Monday, February 20, 2017

Delaware River Joint Toll Bridge Commission borrows $430M to build new Scudder Falls Bridge



The Delaware River Joint Toll Bridge Commission secured more than $430 million in bond money on Tuesday to finance the Scudder Falls Bridge replacement project. The structure carries Interstate 95 over the Delaware River between Lower Makefield and Ewing in Mercer County, New Jersey.

Skip Garlits, of Yardley, rides his bicycle under the part of the Scudder Falls Bridge that crosses over the Delaware Canal and its adjacent towpath in Lower Makefield on Wednesday, Feb.15, 2017. The bridge carries Interstate 95 over the Delaware River between Lower Makefield and Ewing in Mercer County, New Jersey.

The Delaware River Joint Toll Bridge Commission borrowed just more than $430 million during a bond sale this week to build a new, dual-span Scudder Falls Bridge to carry Interstate 95 back and forth between Lower Makefield and Ewing, New Jersey.

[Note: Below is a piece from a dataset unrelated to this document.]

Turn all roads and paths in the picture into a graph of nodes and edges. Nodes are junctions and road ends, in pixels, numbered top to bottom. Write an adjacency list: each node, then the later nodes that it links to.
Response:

An underwriting group of nine investment banking firms, led by Bank of America Merrill Lynch and Siebert Cisnerows Shank & Co. LLC, marketed the 30-year bonds during the Tuesday sale, DRJTBC spokesman Joseph Donnelly said. Many different institutional investors, investment bankers and trust managers bought the $430,250,000 in bonds, he said.

"Bonds will bear interest rates ranging from 1.4 percent to 5 percent, with yields ranging from 1.4 percent in 2020 to 4.04 percent in 2047," Donnelly said. "The overall bond yield is 3.69 percent."

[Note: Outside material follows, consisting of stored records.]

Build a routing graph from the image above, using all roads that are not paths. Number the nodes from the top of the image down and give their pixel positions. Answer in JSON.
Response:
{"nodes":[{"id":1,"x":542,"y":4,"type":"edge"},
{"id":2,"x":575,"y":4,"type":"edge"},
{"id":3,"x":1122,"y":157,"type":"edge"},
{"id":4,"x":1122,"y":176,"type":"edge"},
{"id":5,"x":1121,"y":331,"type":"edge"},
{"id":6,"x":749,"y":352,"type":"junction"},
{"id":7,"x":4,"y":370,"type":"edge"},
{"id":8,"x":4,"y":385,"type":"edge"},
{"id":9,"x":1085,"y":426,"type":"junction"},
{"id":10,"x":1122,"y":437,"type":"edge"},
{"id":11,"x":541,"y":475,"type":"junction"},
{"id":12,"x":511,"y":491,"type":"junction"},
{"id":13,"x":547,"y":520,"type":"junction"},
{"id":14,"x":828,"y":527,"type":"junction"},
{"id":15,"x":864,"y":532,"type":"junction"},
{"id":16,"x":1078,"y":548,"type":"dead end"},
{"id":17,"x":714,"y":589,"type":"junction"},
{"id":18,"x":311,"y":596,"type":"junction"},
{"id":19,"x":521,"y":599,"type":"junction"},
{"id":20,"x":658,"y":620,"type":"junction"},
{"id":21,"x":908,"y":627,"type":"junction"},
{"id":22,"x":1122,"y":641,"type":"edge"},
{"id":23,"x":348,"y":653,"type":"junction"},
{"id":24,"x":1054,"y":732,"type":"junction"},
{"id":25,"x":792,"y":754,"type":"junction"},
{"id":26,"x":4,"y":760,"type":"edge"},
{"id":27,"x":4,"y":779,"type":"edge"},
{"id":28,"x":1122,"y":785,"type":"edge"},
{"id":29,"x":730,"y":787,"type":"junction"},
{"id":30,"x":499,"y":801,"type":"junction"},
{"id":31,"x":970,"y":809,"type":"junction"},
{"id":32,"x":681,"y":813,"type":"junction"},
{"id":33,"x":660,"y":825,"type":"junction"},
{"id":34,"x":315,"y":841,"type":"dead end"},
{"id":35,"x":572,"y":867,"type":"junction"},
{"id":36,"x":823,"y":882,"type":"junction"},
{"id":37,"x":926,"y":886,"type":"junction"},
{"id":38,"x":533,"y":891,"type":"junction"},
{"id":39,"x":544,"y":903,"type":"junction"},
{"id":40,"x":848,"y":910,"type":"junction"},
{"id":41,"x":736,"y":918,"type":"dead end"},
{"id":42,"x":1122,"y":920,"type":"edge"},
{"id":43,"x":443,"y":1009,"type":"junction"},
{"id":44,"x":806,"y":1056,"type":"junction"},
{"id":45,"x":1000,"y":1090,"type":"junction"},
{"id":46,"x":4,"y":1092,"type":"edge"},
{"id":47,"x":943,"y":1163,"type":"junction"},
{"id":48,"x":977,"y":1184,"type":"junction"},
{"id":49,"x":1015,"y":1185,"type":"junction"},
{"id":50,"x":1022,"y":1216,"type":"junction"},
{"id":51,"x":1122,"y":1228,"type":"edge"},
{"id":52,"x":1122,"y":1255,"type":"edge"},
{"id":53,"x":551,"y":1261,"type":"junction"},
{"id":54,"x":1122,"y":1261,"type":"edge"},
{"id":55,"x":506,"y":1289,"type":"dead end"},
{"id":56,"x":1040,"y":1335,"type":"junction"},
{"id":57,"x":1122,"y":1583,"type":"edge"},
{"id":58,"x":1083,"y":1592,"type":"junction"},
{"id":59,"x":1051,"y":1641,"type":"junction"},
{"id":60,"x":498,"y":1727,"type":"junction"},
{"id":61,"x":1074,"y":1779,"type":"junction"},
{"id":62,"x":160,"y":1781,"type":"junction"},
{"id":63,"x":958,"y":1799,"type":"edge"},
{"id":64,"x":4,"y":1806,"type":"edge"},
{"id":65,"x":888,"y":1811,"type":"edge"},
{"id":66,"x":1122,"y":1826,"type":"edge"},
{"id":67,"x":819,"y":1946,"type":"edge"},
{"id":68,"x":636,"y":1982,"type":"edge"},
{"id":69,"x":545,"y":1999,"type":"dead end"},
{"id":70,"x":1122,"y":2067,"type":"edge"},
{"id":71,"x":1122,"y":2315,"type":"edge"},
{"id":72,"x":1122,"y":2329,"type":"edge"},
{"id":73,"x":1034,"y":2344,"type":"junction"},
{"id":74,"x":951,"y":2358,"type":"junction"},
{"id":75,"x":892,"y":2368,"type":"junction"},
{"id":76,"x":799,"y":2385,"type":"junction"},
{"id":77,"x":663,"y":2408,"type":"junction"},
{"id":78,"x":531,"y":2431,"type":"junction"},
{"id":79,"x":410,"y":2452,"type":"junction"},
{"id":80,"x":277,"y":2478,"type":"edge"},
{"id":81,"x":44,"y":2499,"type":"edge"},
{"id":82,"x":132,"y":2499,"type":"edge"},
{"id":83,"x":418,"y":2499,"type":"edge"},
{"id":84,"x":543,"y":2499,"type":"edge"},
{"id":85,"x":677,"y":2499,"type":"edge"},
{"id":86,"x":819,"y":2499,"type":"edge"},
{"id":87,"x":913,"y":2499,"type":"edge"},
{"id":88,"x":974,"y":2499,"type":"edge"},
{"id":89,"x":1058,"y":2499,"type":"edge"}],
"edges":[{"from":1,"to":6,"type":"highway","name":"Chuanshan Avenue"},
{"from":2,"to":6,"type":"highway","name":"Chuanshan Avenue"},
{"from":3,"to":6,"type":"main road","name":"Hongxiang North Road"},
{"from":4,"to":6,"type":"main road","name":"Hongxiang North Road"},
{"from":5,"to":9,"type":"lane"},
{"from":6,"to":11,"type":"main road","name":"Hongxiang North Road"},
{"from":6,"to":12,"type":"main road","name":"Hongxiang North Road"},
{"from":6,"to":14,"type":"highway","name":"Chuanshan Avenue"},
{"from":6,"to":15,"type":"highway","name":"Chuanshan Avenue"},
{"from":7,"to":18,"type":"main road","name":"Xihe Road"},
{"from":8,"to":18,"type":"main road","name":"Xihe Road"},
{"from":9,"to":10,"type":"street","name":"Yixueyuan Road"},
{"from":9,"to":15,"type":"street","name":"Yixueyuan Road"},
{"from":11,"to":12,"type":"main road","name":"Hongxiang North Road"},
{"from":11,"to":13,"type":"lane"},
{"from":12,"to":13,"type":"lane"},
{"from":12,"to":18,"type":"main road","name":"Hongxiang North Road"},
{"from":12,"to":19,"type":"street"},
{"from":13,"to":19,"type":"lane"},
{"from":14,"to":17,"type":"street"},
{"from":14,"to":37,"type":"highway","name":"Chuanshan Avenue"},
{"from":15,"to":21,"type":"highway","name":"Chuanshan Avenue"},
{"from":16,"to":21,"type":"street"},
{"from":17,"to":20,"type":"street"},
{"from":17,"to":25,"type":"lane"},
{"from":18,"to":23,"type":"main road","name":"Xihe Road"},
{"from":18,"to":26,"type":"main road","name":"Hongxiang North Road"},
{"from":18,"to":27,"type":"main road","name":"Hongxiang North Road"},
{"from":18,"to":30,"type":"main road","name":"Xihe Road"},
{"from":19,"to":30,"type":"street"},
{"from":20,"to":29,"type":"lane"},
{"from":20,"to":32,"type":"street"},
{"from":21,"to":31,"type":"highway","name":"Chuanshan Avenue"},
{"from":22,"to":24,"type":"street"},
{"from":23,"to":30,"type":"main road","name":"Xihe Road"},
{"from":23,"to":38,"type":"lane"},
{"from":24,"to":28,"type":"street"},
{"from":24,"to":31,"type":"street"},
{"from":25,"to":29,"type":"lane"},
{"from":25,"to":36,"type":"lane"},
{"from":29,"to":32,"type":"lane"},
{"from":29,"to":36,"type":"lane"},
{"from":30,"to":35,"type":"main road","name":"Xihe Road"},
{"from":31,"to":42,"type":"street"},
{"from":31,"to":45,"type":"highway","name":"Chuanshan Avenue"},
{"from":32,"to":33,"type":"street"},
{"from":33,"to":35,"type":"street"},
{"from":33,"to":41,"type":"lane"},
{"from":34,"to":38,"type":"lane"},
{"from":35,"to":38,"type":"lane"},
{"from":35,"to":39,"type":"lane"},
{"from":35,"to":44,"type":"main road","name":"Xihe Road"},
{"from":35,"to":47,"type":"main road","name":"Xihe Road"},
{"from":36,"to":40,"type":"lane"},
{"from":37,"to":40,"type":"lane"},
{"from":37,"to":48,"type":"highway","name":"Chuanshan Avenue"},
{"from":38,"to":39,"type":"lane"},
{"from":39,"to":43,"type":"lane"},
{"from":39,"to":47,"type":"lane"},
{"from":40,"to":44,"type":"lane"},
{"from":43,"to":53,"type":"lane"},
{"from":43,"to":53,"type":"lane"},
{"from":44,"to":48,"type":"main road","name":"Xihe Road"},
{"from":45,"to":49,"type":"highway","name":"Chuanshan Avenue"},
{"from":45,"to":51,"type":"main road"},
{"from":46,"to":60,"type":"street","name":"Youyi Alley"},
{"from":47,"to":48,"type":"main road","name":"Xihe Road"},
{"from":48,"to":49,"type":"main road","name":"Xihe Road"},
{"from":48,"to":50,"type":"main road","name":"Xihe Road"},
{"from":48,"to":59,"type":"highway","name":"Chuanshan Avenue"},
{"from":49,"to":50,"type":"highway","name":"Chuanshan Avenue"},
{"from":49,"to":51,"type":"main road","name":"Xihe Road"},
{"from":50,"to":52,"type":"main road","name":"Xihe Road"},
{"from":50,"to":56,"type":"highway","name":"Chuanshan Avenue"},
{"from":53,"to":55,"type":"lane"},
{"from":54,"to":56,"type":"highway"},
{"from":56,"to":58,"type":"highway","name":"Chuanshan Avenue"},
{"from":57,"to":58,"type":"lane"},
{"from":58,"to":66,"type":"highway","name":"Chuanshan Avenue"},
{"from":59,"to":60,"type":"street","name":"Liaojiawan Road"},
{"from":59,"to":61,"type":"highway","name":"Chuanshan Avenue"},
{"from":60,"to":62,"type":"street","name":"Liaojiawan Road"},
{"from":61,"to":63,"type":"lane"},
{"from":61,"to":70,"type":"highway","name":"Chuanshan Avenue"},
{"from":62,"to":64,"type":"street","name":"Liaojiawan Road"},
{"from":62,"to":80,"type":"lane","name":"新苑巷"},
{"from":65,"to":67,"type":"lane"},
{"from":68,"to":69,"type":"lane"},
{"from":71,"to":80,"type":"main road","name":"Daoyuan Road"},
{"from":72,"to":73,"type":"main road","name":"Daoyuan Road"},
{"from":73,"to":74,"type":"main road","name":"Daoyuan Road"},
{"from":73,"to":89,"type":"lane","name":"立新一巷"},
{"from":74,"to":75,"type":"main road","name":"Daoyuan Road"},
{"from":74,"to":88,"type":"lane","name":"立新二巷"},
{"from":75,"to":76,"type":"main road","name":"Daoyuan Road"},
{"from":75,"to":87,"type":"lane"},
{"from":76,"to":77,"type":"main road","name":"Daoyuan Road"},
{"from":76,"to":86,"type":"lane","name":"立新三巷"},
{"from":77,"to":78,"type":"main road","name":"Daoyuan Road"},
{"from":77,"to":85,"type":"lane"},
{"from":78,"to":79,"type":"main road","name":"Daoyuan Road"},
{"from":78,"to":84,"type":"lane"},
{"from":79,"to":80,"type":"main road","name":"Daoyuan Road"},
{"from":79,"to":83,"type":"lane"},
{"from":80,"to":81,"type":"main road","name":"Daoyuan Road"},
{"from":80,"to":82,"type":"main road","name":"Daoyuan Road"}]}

More than $3 million worth of what was borrowed during the bond sale will be used to pay the underwriting fees to legal and financial advisers who handled the transaction, the spokesman said.

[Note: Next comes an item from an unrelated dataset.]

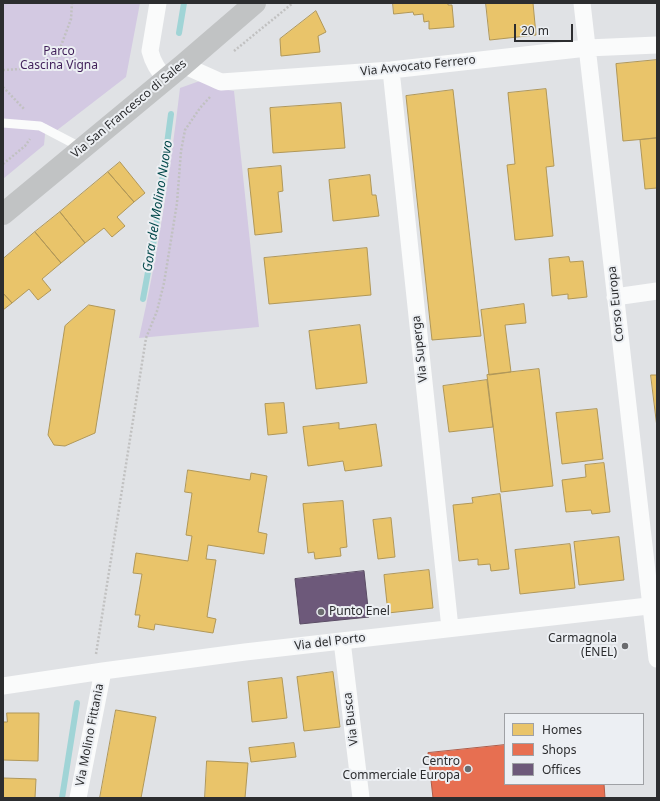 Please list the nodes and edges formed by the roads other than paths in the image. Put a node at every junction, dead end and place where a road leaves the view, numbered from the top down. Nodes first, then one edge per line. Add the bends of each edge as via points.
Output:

Joe Resta, the commission's executive director, said the sale generated a lot of interest, despite a declining bond market.

"The commission received orders from investors totaling approximately $2.8 billion, or about 6.4 times the amount of bonds offered," Resta said on Wednesday. "All of the parties involved with the sale consider it a great success and an acknowledgement of the project’s viability and the commission’s strong financial metrics, which made this an excellent credit that investors were willing to invest in."

The commission wants to build the new bridge to replace the original four-lane Scudder Falls Bridge, which opened in 1961 but is now considered functionally obsolete, DRJTBC representatives said. As of 2015, the bridge carried more than 59,000 vehicles per day, an amount greater than intended for it to handle when the structure opened almost 60 years ago.

The new bridge, designed to reduce congestion and increase capacity, will have six lanes to carry traffic over the bridge and three auxiliary lanes for traffic to merge on and off of it. In addition to the actual bridge, the project also will include road widening and the construction of a pedestrian/bicycle walkway over the river. The improvement site will measure 4.4-miles long and run between state Route 332 at the Yardley/Newtown interchange in Lower Makefield and the County Route 579/Bear Tavern Road interchange in Mercer County.

The commission hired the Pittsburgh-based Trumbull Corporation in January to oversee the estimated four-year project. The first part of the project, expected to take two years to complete, will involve the construction of the southbound side of the bridge.

Once it's completed, the bridge commission will start using an all-electronic toll collection system to charge motorists for using the new span while the northbound side of the structure is under construction.

Toll revenue from the new bridge and other tolls collected by the commission will be used to pay about $29.8 million per year in debt service on the bonds through 2047, Donnelly said. The first payment will be due in July.

Construction activities at the site could begin in the spring, Donnelly said.